Dynamic axial crashing of tailor-welded blanks (TWBs) thin-walled structures with top-hat shaped section

Abstract

In this paper, dynamic axial crashing analysis of tailor-welded blanks (TWBs) thin-walled structures with top-hat shaped section under front impact is presented. The crash tests are performed through a sled test in order to model a car-to-car front impact. The strain rate dependence of both high strength steels (DP590 and DP780) is considered to study its influence on acceleration and energy absorption involved into high speed impacting process. The FE model about the front dynamic crashing is conducted, and different weld line modeling types on the dynamic simulation results such as acceleration history are compared. It demonstrates that coincide node (CN) model is considered appropriate for simulating the dynamic impacting. Additionally, the effects of weld line locations and spotweld spacing are also performed. It may be concluded that the material and thickness properties of front end have certain influence on the crashworthiness performance of TWBs.
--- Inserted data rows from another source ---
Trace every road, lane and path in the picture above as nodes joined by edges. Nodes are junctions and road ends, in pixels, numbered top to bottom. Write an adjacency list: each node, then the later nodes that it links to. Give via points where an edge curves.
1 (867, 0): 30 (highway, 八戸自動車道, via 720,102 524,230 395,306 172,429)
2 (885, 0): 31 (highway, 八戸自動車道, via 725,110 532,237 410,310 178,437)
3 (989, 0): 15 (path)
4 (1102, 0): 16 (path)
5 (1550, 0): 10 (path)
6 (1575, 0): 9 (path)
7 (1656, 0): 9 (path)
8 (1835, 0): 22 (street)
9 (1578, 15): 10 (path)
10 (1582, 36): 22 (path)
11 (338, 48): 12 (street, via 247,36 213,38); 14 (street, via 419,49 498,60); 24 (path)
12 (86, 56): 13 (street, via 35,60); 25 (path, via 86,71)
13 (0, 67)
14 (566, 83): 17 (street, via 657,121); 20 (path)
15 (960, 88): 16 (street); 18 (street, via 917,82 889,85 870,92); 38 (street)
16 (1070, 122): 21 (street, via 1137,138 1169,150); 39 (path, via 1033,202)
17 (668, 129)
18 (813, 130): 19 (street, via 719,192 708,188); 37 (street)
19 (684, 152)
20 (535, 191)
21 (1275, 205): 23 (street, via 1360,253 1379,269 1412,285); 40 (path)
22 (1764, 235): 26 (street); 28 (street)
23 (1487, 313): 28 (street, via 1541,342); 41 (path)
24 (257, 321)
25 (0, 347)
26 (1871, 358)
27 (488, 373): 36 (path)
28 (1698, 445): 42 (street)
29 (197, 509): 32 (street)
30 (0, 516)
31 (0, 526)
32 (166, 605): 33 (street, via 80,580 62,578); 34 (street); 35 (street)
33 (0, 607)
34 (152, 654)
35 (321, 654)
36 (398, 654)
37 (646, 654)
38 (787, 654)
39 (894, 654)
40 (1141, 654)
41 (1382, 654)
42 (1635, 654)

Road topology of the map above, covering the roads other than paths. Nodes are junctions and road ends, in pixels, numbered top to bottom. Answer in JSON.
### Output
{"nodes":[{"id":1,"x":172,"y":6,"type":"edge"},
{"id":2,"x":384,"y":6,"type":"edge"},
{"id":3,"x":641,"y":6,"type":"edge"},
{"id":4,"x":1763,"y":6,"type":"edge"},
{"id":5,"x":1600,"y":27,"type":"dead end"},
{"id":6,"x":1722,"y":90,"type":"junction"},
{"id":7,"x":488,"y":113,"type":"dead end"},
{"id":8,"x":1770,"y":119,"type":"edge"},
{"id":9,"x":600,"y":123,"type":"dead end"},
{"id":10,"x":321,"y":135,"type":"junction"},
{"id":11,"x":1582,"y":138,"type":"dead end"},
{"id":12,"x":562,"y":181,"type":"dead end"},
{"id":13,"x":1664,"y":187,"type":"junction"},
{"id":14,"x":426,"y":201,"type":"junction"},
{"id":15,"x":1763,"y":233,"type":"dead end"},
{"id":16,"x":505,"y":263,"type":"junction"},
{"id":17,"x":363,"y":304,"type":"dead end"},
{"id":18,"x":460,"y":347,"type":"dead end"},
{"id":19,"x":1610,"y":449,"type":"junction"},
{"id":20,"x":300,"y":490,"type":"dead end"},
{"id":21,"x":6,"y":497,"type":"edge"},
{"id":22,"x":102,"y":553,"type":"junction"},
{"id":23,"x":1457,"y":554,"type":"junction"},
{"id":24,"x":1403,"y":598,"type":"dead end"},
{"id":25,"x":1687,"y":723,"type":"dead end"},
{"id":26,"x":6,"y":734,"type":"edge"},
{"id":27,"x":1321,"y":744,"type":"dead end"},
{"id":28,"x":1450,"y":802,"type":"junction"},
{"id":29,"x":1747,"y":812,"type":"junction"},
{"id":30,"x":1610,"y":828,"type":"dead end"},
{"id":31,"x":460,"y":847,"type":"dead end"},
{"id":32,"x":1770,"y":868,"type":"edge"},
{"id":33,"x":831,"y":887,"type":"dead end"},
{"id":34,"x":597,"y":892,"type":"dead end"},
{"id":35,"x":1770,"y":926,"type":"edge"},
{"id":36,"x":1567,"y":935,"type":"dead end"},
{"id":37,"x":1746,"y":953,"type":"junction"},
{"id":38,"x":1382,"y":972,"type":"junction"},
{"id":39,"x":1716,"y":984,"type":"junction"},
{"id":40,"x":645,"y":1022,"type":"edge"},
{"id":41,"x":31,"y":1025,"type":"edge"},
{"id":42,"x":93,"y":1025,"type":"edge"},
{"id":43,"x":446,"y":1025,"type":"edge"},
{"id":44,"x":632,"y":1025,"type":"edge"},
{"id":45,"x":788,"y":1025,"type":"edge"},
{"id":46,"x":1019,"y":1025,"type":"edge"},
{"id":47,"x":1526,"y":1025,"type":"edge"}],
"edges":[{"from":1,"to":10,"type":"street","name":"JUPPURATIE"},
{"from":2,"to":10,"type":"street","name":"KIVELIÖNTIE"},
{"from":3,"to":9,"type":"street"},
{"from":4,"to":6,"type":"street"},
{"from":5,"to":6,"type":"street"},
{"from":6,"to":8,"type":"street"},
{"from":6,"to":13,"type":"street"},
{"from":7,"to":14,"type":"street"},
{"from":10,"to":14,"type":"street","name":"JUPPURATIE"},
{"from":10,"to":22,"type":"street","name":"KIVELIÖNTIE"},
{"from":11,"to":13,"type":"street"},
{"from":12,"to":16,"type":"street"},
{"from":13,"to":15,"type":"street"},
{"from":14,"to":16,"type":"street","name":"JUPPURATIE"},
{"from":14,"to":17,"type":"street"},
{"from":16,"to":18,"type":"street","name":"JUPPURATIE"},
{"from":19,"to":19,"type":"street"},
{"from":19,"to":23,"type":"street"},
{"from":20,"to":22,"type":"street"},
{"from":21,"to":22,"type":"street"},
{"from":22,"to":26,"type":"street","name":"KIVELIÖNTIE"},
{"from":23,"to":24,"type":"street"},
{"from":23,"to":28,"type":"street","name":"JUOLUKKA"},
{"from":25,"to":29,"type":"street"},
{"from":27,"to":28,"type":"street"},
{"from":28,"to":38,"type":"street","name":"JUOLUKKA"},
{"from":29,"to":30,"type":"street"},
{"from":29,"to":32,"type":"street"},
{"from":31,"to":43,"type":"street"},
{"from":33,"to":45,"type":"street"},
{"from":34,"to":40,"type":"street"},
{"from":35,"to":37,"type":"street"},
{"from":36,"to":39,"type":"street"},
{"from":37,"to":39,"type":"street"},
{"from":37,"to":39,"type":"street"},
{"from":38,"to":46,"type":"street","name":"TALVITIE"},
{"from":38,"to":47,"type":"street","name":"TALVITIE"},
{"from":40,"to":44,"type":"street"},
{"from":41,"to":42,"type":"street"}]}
The simulation results show that the acceleration curves of three TWB combinations are insensitive to spotweld spacing. A comprehensive analysis including the crash mode, the acceleration curves and the energy absorption is carried out for crashworthiness assessment. The obtained results can provide some insightful guide information and fundamental supports for light-weight and crashworthiness design of TWBs to a certain extent.